**WORK TASK:** Everything from the line containing "middle pip: (171, 153)" to the close of the records below should be output exactly, line by line, with no other lines given.

**SOURCE MATERIAL:**

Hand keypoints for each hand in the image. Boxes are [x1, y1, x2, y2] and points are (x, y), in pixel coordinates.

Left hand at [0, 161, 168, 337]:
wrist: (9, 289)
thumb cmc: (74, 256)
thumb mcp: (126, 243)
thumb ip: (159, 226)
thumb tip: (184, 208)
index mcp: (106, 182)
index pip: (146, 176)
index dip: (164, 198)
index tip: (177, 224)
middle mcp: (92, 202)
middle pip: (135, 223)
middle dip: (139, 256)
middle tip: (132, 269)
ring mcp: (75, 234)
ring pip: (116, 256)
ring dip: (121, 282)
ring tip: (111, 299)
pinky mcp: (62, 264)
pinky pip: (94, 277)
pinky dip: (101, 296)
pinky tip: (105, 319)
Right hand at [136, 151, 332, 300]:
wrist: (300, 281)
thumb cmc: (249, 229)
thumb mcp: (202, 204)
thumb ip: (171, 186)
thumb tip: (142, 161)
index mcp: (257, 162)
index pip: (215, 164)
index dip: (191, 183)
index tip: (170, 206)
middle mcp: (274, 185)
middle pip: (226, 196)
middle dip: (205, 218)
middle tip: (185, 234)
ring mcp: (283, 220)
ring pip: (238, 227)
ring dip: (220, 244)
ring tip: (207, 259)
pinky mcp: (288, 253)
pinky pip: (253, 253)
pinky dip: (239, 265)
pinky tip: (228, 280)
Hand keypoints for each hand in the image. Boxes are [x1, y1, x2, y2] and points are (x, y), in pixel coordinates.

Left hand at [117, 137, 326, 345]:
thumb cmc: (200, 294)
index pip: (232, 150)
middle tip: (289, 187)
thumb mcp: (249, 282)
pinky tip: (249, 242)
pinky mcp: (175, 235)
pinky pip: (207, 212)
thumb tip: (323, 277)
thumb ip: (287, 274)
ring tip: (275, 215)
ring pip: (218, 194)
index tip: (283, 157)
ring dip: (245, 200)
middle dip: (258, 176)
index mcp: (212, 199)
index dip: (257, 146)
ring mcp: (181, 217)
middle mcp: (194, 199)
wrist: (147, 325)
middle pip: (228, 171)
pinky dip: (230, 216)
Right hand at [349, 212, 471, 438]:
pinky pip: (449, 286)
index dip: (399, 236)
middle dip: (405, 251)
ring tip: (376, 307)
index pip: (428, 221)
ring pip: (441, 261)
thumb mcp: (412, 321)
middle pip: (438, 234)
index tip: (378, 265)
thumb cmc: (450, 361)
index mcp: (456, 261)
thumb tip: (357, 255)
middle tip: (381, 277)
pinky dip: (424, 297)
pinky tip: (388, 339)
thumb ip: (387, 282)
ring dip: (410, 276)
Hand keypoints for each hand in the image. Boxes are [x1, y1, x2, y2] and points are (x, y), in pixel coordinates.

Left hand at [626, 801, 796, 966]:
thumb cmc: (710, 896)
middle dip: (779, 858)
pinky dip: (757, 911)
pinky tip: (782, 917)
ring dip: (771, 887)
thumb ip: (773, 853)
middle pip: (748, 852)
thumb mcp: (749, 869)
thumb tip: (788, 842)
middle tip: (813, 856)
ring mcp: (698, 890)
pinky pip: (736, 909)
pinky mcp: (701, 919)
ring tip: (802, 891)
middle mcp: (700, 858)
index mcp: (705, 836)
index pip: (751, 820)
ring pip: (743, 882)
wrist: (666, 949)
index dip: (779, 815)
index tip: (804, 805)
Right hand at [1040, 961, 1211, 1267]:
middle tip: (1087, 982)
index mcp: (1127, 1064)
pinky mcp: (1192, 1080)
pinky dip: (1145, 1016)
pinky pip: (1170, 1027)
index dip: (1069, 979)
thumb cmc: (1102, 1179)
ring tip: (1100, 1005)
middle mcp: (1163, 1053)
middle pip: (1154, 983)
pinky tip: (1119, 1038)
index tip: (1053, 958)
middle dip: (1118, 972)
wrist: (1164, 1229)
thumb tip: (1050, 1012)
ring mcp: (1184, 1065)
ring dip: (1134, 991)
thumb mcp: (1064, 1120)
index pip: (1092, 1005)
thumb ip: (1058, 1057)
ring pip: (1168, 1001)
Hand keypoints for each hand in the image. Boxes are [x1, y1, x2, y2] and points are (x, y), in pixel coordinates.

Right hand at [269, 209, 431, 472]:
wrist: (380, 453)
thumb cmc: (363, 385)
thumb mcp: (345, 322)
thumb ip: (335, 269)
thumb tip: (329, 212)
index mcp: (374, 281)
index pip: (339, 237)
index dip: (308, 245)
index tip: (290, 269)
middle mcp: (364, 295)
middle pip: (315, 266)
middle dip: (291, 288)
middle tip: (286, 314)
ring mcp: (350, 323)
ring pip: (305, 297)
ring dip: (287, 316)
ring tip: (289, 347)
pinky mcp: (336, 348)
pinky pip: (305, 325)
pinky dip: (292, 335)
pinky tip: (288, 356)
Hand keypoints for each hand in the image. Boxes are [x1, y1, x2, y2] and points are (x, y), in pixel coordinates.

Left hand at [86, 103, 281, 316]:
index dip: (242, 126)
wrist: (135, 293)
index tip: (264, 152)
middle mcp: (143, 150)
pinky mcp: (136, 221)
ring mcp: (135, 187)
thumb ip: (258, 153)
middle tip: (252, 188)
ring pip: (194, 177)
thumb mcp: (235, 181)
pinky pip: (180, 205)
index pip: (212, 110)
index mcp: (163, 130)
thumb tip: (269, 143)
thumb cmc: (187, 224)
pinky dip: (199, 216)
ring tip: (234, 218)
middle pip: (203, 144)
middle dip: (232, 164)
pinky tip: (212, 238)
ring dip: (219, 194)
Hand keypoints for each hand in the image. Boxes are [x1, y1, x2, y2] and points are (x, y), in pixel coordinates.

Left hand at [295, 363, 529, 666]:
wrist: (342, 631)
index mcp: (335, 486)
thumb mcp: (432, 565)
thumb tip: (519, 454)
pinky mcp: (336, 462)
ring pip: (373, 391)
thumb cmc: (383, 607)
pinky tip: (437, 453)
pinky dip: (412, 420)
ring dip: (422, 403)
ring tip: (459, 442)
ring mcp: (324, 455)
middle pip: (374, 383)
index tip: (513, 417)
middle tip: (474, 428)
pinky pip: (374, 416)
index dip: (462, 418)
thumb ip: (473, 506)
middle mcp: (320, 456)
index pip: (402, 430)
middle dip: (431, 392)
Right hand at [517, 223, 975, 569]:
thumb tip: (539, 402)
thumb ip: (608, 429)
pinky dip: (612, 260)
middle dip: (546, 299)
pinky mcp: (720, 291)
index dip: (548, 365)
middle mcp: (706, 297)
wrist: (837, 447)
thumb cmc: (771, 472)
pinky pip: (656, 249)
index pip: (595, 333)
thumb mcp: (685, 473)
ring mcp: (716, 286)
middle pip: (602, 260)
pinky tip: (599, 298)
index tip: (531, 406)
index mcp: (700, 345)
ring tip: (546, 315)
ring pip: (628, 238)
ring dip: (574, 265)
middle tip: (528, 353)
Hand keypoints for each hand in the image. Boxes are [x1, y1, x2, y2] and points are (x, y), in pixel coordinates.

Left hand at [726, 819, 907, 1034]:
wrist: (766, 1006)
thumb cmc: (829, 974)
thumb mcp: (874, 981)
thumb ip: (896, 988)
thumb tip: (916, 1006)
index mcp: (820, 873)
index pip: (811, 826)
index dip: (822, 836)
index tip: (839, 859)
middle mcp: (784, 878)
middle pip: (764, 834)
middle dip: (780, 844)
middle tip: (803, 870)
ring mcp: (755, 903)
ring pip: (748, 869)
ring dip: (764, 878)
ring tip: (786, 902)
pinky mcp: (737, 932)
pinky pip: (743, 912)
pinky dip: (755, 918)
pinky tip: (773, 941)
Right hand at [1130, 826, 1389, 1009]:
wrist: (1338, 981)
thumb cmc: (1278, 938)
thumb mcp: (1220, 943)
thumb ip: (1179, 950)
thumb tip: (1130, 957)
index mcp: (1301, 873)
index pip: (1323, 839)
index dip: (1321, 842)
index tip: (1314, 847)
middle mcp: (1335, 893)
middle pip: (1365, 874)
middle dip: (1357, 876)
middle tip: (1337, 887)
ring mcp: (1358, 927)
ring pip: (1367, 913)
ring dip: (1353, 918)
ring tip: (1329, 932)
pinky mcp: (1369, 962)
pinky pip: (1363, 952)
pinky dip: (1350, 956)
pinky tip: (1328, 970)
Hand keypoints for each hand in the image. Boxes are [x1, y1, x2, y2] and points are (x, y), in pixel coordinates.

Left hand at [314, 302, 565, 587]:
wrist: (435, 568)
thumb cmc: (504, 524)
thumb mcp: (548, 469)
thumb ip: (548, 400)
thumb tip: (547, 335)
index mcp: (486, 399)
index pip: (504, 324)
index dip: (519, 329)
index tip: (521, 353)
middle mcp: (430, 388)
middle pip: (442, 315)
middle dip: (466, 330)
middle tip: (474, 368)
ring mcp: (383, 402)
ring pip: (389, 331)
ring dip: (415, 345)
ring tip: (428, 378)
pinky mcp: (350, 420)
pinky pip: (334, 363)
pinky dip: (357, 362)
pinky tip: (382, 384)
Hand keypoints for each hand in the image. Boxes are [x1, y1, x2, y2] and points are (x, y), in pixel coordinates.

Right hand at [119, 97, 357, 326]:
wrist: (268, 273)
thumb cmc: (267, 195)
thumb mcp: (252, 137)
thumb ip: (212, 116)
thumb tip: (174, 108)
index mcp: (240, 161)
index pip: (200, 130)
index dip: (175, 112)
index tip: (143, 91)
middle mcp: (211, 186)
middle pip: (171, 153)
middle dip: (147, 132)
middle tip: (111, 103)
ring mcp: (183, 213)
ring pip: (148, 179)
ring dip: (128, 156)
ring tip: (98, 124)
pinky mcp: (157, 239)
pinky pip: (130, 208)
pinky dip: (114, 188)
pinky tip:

**WORKED SOLUTION:**
middle pip: (171, 153)
middle dip: (147, 132)
middle tip: (111, 103)
ring mcp: (183, 213)
ring pip: (148, 179)
ring dip: (128, 156)
ring tip: (98, 124)
pinky mcp: (157, 239)
pinky pip: (130, 208)
pinky dip: (114, 188)
pinky tip:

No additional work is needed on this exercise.